[Recorded data]

*** Begin section ***

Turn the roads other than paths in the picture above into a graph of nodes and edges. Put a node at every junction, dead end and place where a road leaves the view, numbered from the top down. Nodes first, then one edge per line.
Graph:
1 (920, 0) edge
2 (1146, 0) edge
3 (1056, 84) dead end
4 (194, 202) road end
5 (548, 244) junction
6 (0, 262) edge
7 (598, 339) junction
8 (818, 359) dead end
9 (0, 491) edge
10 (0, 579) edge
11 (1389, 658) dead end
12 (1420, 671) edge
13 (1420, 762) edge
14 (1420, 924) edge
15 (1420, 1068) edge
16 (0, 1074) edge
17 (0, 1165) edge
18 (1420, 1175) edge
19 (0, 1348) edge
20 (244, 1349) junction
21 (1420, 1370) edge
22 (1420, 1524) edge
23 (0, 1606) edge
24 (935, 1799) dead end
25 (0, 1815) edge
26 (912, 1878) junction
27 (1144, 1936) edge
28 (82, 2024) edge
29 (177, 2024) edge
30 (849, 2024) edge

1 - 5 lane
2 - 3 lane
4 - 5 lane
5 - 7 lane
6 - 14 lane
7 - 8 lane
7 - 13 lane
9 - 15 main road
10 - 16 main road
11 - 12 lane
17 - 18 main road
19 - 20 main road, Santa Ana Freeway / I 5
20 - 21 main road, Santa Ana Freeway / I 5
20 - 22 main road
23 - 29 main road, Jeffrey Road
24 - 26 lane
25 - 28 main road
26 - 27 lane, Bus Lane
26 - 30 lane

*** End section ***

Reproduce every entry above exactly as it was written.

RESPONSE TO THE TASK –
Turn the roads other than paths in the picture above into a graph of nodes and edges. Put a node at every junction, dead end and place where a road leaves the view, numbered from the top down. Nodes first, then one edge per line.
Graph:
1 (920, 0) edge
2 (1146, 0) edge
3 (1056, 84) dead end
4 (194, 202) road end
5 (548, 244) junction
6 (0, 262) edge
7 (598, 339) junction
8 (818, 359) dead end
9 (0, 491) edge
10 (0, 579) edge
11 (1389, 658) dead end
12 (1420, 671) edge
13 (1420, 762) edge
14 (1420, 924) edge
15 (1420, 1068) edge
16 (0, 1074) edge
17 (0, 1165) edge
18 (1420, 1175) edge
19 (0, 1348) edge
20 (244, 1349) junction
21 (1420, 1370) edge
22 (1420, 1524) edge
23 (0, 1606) edge
24 (935, 1799) dead end
25 (0, 1815) edge
26 (912, 1878) junction
27 (1144, 1936) edge
28 (82, 2024) edge
29 (177, 2024) edge
30 (849, 2024) edge

1 - 5 lane
2 - 3 lane
4 - 5 lane
5 - 7 lane
6 - 14 lane
7 - 8 lane
7 - 13 lane
9 - 15 main road
10 - 16 main road
11 - 12 lane
17 - 18 main road
19 - 20 main road, Santa Ana Freeway / I 5
20 - 21 main road, Santa Ana Freeway / I 5
20 - 22 main road
23 - 29 main road, Jeffrey Road
24 - 26 lane
25 - 28 main road
26 - 27 lane, Bus Lane
26 - 30 lane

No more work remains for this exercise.